(EXERCISE INPUTS begins)

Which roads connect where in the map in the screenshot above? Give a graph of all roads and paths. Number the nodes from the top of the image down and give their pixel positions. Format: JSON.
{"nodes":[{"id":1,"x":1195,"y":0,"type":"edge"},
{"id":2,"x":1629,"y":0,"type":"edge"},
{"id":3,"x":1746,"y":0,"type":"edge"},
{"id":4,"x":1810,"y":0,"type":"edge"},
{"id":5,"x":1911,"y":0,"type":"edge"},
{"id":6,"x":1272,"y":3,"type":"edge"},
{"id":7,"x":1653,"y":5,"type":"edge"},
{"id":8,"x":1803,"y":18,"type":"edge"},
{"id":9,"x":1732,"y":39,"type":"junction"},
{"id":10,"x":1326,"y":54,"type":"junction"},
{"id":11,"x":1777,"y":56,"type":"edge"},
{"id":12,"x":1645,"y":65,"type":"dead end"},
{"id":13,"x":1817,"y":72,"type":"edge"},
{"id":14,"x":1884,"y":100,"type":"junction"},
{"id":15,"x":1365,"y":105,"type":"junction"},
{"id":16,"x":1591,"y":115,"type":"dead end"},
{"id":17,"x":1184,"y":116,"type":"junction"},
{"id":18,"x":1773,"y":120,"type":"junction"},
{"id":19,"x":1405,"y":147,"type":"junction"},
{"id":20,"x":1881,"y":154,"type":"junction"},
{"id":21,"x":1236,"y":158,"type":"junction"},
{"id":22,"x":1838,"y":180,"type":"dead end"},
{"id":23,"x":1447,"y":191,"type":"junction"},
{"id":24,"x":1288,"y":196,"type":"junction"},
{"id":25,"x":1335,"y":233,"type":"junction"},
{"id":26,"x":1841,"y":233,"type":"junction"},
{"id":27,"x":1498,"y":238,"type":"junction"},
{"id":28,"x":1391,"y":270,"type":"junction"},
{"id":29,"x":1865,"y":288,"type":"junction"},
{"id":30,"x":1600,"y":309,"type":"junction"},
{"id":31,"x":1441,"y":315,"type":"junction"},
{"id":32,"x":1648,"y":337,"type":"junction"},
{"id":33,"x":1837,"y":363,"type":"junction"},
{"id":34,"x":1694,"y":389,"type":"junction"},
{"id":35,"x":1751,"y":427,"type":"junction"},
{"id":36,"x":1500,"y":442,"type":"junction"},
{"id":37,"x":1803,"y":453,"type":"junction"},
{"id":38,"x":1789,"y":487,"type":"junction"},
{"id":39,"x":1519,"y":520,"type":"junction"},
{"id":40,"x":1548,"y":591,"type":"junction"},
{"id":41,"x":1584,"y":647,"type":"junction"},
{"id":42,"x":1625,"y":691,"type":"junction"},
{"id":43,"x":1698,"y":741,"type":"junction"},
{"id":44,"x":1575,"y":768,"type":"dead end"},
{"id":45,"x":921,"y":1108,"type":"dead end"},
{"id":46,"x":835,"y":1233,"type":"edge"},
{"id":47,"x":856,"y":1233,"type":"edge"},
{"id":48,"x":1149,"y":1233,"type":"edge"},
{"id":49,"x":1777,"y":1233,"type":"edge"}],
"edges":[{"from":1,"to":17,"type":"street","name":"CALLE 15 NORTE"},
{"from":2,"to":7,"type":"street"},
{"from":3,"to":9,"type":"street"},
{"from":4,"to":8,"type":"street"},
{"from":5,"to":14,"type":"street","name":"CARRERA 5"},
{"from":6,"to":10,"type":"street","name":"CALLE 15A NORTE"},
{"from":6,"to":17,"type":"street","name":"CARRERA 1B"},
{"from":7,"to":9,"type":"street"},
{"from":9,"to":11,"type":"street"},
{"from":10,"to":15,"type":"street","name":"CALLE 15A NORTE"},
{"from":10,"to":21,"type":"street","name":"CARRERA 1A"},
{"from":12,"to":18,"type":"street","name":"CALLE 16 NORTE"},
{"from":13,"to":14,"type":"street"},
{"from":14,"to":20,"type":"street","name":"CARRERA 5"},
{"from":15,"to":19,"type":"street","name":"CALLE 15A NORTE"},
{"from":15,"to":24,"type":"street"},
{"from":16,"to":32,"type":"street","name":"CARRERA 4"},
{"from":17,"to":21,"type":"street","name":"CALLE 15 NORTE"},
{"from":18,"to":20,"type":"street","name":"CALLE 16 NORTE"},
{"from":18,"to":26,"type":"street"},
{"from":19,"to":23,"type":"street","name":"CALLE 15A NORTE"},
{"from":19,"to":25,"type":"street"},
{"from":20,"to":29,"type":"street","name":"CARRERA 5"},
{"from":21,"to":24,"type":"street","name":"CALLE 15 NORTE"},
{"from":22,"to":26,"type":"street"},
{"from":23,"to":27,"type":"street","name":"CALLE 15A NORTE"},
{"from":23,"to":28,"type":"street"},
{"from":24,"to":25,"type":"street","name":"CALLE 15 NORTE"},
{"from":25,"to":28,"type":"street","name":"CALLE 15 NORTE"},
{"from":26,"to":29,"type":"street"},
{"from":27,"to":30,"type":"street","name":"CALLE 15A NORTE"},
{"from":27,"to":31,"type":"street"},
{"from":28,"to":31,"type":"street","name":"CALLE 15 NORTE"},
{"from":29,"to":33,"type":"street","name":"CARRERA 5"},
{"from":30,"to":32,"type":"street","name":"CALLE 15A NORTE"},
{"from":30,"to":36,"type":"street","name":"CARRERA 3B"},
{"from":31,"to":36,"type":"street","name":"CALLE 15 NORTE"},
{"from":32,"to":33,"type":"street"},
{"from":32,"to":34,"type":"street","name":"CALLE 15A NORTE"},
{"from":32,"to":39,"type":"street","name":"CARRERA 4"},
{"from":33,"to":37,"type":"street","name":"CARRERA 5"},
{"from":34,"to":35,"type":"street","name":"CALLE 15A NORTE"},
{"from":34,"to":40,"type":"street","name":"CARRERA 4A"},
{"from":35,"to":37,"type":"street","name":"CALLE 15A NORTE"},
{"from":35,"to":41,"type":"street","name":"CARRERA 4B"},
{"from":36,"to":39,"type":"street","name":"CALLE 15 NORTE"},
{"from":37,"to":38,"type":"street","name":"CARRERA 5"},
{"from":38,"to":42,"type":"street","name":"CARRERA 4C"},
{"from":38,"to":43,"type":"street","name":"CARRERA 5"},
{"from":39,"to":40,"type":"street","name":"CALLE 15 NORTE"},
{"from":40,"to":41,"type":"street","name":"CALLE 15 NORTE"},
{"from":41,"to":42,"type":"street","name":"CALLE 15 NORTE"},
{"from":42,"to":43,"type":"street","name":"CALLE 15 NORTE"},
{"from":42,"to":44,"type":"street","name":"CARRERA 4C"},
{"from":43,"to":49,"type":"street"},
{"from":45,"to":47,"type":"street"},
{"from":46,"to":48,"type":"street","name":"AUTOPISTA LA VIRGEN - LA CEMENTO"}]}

(EXERCISE INPUTS ends)

» **WHAT THE EXERCISE ASKS**
Retype the material exactly, including every line.

» **RESPONSE AREA**
Which roads connect where in the map in the screenshot above? Give a graph of all roads and paths. Number the nodes from the top of the image down and give their pixel positions. Format: JSON.
{"nodes":[{"id":1,"x":1195,"y":0,"type":"edge"},
{"id":2,"x":1629,"y":0,"type":"edge"},
{"id":3,"x":1746,"y":0,"type":"edge"},
{"id":4,"x":1810,"y":0,"type":"edge"},
{"id":5,"x":1911,"y":0,"type":"edge"},
{"id":6,"x":1272,"y":3,"type":"edge"},
{"id":7,"x":1653,"y":5,"type":"edge"},
{"id":8,"x":1803,"y":18,"type":"edge"},
{"id":9,"x":1732,"y":39,"type":"junction"},
{"id":10,"x":1326,"y":54,"type":"junction"},
{"id":11,"x":1777,"y":56,"type":"edge"},
{"id":12,"x":1645,"y":65,"type":"dead end"},
{"id":13,"x":1817,"y":72,"type":"edge"},
{"id":14,"x":1884,"y":100,"type":"junction"},
{"id":15,"x":1365,"y":105,"type":"junction"},
{"id":16,"x":1591,"y":115,"type":"dead end"},
{"id":17,"x":1184,"y":116,"type":"junction"},
{"id":18,"x":1773,"y":120,"type":"junction"},
{"id":19,"x":1405,"y":147,"type":"junction"},
{"id":20,"x":1881,"y":154,"type":"junction"},
{"id":21,"x":1236,"y":158,"type":"junction"},
{"id":22,"x":1838,"y":180,"type":"dead end"},
{"id":23,"x":1447,"y":191,"type":"junction"},
{"id":24,"x":1288,"y":196,"type":"junction"},
{"id":25,"x":1335,"y":233,"type":"junction"},
{"id":26,"x":1841,"y":233,"type":"junction"},
{"id":27,"x":1498,"y":238,"type":"junction"},
{"id":28,"x":1391,"y":270,"type":"junction"},
{"id":29,"x":1865,"y":288,"type":"junction"},
{"id":30,"x":1600,"y":309,"type":"junction"},
{"id":31,"x":1441,"y":315,"type":"junction"},
{"id":32,"x":1648,"y":337,"type":"junction"},
{"id":33,"x":1837,"y":363,"type":"junction"},
{"id":34,"x":1694,"y":389,"type":"junction"},
{"id":35,"x":1751,"y":427,"type":"junction"},
{"id":36,"x":1500,"y":442,"type":"junction"},
{"id":37,"x":1803,"y":453,"type":"junction"},
{"id":38,"x":1789,"y":487,"type":"junction"},
{"id":39,"x":1519,"y":520,"type":"junction"},
{"id":40,"x":1548,"y":591,"type":"junction"},
{"id":41,"x":1584,"y":647,"type":"junction"},
{"id":42,"x":1625,"y":691,"type":"junction"},
{"id":43,"x":1698,"y":741,"type":"junction"},
{"id":44,"x":1575,"y":768,"type":"dead end"},
{"id":45,"x":921,"y":1108,"type":"dead end"},
{"id":46,"x":835,"y":1233,"type":"edge"},
{"id":47,"x":856,"y":1233,"type":"edge"},
{"id":48,"x":1149,"y":1233,"type":"edge"},
{"id":49,"x":1777,"y":1233,"type":"edge"}],
"edges":[{"from":1,"to":17,"type":"street","name":"CALLE 15 NORTE"},
{"from":2,"to":7,"type":"street"},
{"from":3,"to":9,"type":"street"},
{"from":4,"to":8,"type":"street"},
{"from":5,"to":14,"type":"street","name":"CARRERA 5"},
{"from":6,"to":10,"type":"street","name":"CALLE 15A NORTE"},
{"from":6,"to":17,"type":"street","name":"CARRERA 1B"},
{"from":7,"to":9,"type":"street"},
{"from":9,"to":11,"type":"street"},
{"from":10,"to":15,"type":"street","name":"CALLE 15A NORTE"},
{"from":10,"to":21,"type":"street","name":"CARRERA 1A"},
{"from":12,"to":18,"type":"street","name":"CALLE 16 NORTE"},
{"from":13,"to":14,"type":"street"},
{"from":14,"to":20,"type":"street","name":"CARRERA 5"},
{"from":15,"to":19,"type":"street","name":"CALLE 15A NORTE"},
{"from":15,"to":24,"type":"street"},
{"from":16,"to":32,"type":"street","name":"CARRERA 4"},
{"from":17,"to":21,"type":"street","name":"CALLE 15 NORTE"},
{"from":18,"to":20,"type":"street","name":"CALLE 16 NORTE"},
{"from":18,"to":26,"type":"street"},
{"from":19,"to":23,"type":"street","name":"CALLE 15A NORTE"},
{"from":19,"to":25,"type":"street"},
{"from":20,"to":29,"type":"street","name":"CARRERA 5"},
{"from":21,"to":24,"type":"street","name":"CALLE 15 NORTE"},
{"from":22,"to":26,"type":"street"},
{"from":23,"to":27,"type":"street","name":"CALLE 15A NORTE"},
{"from":23,"to":28,"type":"street"},
{"from":24,"to":25,"type":"street","name":"CALLE 15 NORTE"},
{"from":25,"to":28,"type":"street","name":"CALLE 15 NORTE"},
{"from":26,"to":29,"type":"street"},
{"from":27,"to":30,"type":"street","name":"CALLE 15A NORTE"},
{"from":27,"to":31,"type":"street"},
{"from":28,"to":31,"type":"street","name":"CALLE 15 NORTE"},
{"from":29,"to":33,"type":"street","name":"CARRERA 5"},
{"from":30,"to":32,"type":"street","name":"CALLE 15A NORTE"},
{"from":30,"to":36,"type":"street","name":"CARRERA 3B"},
{"from":31,"to":36,"type":"street","name":"CALLE 15 NORTE"},
{"from":32,"to":33,"type":"street"},
{"from":32,"to":34,"type":"street","name":"CALLE 15A NORTE"},
{"from":32,"to":39,"type":"street","name":"CARRERA 4"},
{"from":33,"to":37,"type":"street","name":"CARRERA 5"},
{"from":34,"to":35,"type":"street","name":"CALLE 15A NORTE"},
{"from":34,"to":40,"type":"street","name":"CARRERA 4A"},
{"from":35,"to":37,"type":"street","name":"CALLE 15A NORTE"},
{"from":35,"to":41,"type":"street","name":"CARRERA 4B"},
{"from":36,"to":39,"type":"street","name":"CALLE 15 NORTE"},
{"from":37,"to":38,"type":"street","name":"CARRERA 5"},
{"from":38,"to":42,"type":"street","name":"CARRERA 4C"},
{"from":38,"to":43,"type":"street","name":"CARRERA 5"},
{"from":39,"to":40,"type":"street","name":"CALLE 15 NORTE"},
{"from":40,"to":41,"type":"street","name":"CALLE 15 NORTE"},
{"from":41,"to":42,"type":"street","name":"CALLE 15 NORTE"},
{"from":42,"to":43,"type":"street","name":"CALLE 15 NORTE"},
{"from":42,"to":44,"type":"street","name":"CARRERA 4C"},
{"from":43,"to":49,"type":"street"},
{"from":45,"to":47,"type":"street"},
{"from":46,"to":48,"type":"street","name":"AUTOPISTA LA VIRGEN - LA CEMENTO"}]}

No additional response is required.